• Material to process:
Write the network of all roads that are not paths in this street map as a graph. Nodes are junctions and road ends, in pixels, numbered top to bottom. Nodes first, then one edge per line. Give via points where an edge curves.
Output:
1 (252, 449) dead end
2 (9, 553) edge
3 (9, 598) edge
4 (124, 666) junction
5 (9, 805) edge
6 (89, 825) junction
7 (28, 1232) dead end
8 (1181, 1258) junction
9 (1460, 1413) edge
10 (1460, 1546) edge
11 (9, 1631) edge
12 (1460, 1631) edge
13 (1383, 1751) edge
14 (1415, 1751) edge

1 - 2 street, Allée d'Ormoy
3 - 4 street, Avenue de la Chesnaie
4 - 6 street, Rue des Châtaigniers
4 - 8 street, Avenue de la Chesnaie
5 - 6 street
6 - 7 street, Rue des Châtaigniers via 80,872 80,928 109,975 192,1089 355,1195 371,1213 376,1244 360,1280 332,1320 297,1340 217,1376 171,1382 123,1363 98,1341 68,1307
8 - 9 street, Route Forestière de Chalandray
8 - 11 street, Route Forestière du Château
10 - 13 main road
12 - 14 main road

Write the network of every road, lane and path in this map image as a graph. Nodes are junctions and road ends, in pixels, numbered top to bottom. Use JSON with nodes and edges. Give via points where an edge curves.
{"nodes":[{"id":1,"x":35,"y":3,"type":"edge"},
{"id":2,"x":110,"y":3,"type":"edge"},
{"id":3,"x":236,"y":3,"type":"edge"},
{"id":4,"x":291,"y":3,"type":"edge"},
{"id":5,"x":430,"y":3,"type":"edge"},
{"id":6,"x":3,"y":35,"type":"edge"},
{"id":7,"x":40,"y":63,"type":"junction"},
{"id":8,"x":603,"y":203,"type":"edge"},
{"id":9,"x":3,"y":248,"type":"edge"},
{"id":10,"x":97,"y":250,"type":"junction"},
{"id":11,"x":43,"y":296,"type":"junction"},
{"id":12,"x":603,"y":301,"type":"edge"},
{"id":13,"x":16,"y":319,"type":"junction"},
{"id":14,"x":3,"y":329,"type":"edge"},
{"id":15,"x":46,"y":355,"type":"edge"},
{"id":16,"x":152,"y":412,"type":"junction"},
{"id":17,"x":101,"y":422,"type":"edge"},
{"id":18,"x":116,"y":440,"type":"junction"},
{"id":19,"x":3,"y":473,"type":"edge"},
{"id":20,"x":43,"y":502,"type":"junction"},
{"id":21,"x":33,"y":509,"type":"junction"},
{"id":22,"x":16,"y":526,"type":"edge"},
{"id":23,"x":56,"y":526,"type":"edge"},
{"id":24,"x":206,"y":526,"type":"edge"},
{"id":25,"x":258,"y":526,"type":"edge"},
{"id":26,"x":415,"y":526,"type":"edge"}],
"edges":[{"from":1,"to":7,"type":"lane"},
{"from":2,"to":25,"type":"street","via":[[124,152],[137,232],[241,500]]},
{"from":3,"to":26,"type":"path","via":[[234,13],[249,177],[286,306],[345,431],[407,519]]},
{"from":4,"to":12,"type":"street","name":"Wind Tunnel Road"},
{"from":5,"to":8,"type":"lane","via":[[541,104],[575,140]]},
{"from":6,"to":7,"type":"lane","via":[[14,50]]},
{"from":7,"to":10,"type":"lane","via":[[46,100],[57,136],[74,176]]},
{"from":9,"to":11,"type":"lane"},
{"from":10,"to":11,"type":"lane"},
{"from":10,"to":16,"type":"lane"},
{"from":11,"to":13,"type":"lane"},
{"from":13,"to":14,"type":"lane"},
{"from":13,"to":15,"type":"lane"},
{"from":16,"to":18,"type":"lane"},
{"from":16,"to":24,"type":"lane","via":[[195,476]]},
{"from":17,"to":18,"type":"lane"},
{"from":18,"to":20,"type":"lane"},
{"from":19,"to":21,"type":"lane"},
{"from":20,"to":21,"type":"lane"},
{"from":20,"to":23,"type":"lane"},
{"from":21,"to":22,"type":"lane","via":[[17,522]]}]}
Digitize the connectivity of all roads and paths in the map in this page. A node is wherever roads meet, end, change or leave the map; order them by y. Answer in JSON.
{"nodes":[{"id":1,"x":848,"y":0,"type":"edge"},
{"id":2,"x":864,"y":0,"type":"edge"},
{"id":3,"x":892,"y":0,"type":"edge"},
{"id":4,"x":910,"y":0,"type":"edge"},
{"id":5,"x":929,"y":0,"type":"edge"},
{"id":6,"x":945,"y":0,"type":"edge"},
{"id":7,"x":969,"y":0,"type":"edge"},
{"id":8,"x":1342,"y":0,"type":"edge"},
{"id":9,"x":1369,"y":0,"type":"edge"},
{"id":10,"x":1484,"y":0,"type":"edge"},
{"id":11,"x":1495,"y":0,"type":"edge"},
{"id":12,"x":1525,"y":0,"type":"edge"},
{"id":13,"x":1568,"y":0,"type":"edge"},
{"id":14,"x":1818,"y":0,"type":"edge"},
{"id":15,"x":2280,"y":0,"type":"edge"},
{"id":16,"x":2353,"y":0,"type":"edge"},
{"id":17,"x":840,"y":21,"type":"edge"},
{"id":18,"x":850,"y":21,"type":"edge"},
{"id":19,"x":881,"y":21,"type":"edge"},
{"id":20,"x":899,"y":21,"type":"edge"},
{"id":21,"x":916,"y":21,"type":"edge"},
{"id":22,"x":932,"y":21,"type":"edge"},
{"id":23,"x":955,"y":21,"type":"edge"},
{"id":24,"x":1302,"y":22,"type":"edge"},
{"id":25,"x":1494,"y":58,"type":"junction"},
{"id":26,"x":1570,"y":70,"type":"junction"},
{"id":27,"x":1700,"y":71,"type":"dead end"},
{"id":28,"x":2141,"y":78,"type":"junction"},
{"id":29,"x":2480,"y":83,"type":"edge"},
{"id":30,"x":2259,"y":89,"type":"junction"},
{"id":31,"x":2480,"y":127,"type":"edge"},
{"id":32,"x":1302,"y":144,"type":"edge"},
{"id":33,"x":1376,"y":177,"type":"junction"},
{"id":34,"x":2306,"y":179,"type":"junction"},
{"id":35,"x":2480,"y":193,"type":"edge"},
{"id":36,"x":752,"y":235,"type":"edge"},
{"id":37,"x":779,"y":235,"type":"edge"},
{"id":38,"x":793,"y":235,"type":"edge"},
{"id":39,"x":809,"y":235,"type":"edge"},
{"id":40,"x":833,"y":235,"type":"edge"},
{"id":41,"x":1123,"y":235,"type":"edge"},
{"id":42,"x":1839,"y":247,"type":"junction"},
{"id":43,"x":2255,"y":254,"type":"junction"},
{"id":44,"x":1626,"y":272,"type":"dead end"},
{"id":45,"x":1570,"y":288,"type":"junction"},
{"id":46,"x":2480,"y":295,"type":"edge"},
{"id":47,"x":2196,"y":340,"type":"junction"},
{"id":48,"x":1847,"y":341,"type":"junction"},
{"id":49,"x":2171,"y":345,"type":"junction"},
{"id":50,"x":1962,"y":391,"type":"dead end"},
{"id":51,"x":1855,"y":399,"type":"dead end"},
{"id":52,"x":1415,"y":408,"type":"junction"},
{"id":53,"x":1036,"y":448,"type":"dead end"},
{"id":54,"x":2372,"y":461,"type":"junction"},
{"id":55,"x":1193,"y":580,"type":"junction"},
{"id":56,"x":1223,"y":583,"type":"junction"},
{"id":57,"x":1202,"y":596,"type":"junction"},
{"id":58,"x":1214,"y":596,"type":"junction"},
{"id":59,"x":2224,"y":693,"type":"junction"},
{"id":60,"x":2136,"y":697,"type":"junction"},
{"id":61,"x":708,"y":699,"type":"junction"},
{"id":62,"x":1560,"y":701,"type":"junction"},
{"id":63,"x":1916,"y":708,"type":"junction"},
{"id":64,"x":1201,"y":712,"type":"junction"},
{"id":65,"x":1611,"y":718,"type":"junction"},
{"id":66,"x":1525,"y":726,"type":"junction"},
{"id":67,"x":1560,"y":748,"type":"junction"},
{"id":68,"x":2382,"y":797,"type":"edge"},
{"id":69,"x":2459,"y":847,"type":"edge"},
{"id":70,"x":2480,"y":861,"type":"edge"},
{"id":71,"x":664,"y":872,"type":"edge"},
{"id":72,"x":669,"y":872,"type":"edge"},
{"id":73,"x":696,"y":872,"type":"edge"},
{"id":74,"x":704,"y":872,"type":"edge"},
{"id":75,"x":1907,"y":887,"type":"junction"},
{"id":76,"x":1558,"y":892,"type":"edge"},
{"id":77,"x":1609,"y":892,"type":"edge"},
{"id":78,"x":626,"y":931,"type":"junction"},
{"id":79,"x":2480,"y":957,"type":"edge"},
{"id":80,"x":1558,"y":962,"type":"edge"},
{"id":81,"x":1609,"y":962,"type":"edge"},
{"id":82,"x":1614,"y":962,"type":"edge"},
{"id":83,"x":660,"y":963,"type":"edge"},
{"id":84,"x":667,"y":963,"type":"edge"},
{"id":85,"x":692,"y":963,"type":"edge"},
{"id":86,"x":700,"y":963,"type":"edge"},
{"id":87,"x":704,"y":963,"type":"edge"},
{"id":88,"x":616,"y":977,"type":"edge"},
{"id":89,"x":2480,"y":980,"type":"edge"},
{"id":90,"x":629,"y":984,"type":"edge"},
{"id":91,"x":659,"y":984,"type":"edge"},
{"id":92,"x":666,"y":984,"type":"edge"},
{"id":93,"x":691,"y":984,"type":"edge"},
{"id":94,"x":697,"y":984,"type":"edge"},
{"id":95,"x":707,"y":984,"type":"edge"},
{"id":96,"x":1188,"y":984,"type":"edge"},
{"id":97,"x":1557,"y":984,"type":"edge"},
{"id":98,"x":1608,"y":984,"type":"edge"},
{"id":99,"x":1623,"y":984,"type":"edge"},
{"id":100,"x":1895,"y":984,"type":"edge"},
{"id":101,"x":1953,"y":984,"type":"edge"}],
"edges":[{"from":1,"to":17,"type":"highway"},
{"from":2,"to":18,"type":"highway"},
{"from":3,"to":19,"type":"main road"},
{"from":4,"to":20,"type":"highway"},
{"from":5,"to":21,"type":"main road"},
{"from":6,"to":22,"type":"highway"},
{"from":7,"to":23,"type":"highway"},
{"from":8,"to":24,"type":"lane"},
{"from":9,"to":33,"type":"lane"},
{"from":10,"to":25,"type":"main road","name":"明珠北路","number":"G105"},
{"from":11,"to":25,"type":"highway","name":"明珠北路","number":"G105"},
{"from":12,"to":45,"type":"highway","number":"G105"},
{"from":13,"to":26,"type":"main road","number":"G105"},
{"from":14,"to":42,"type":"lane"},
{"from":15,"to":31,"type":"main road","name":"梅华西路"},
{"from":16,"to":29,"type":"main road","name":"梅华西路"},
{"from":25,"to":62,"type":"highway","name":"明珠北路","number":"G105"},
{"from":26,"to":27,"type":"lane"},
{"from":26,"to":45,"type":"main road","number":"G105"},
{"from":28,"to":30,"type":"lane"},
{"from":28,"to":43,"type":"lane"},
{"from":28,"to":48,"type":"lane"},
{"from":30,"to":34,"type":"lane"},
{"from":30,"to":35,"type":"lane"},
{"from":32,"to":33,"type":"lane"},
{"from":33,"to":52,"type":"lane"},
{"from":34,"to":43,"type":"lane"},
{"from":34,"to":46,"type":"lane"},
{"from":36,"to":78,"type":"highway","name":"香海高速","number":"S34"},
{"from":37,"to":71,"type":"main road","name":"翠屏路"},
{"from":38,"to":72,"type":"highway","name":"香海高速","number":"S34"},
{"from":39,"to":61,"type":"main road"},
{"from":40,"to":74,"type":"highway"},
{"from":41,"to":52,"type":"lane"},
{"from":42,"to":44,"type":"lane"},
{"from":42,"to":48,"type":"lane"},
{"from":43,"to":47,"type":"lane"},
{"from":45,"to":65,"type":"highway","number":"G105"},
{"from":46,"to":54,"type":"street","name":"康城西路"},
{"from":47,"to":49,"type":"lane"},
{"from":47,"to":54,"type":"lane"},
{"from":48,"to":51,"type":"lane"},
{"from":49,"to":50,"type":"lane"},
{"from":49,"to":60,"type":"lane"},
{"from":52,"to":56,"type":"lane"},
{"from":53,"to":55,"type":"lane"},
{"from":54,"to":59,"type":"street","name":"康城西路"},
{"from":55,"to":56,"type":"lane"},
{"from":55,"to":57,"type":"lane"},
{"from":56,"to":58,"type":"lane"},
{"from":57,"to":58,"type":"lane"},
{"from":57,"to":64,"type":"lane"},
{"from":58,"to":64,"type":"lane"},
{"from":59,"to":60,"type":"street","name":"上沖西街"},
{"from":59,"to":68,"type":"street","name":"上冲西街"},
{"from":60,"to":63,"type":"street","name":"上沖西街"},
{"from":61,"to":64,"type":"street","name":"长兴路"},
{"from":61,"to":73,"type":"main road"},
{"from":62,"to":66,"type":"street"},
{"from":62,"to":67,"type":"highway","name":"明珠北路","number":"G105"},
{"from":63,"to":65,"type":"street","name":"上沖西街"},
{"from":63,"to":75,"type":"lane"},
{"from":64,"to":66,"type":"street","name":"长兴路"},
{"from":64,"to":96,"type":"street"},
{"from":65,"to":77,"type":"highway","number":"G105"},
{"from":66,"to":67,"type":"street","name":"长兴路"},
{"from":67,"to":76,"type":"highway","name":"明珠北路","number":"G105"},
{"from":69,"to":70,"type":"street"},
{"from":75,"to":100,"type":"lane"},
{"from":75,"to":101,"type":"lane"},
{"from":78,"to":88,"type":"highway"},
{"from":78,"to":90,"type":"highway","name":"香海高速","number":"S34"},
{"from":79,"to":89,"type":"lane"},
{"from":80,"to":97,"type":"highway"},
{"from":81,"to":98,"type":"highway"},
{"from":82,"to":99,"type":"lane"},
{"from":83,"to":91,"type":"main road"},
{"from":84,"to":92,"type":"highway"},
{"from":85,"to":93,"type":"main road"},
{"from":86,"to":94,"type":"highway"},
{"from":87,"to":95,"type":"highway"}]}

• What to work on:
Report each line of the data in which "junctions" occurs.

• Task solution:
Write the network of all roads that are not paths in this street map as a graph. Nodes are junctions and road ends, in pixels, numbered top to bottom. Nodes first, then one edge per line. Give via points where an edge curves.
Write the network of every road, lane and path in this map image as a graph. Nodes are junctions and road ends, in pixels, numbered top to bottom. Use JSON with nodes and edges. Give via points where an edge curves.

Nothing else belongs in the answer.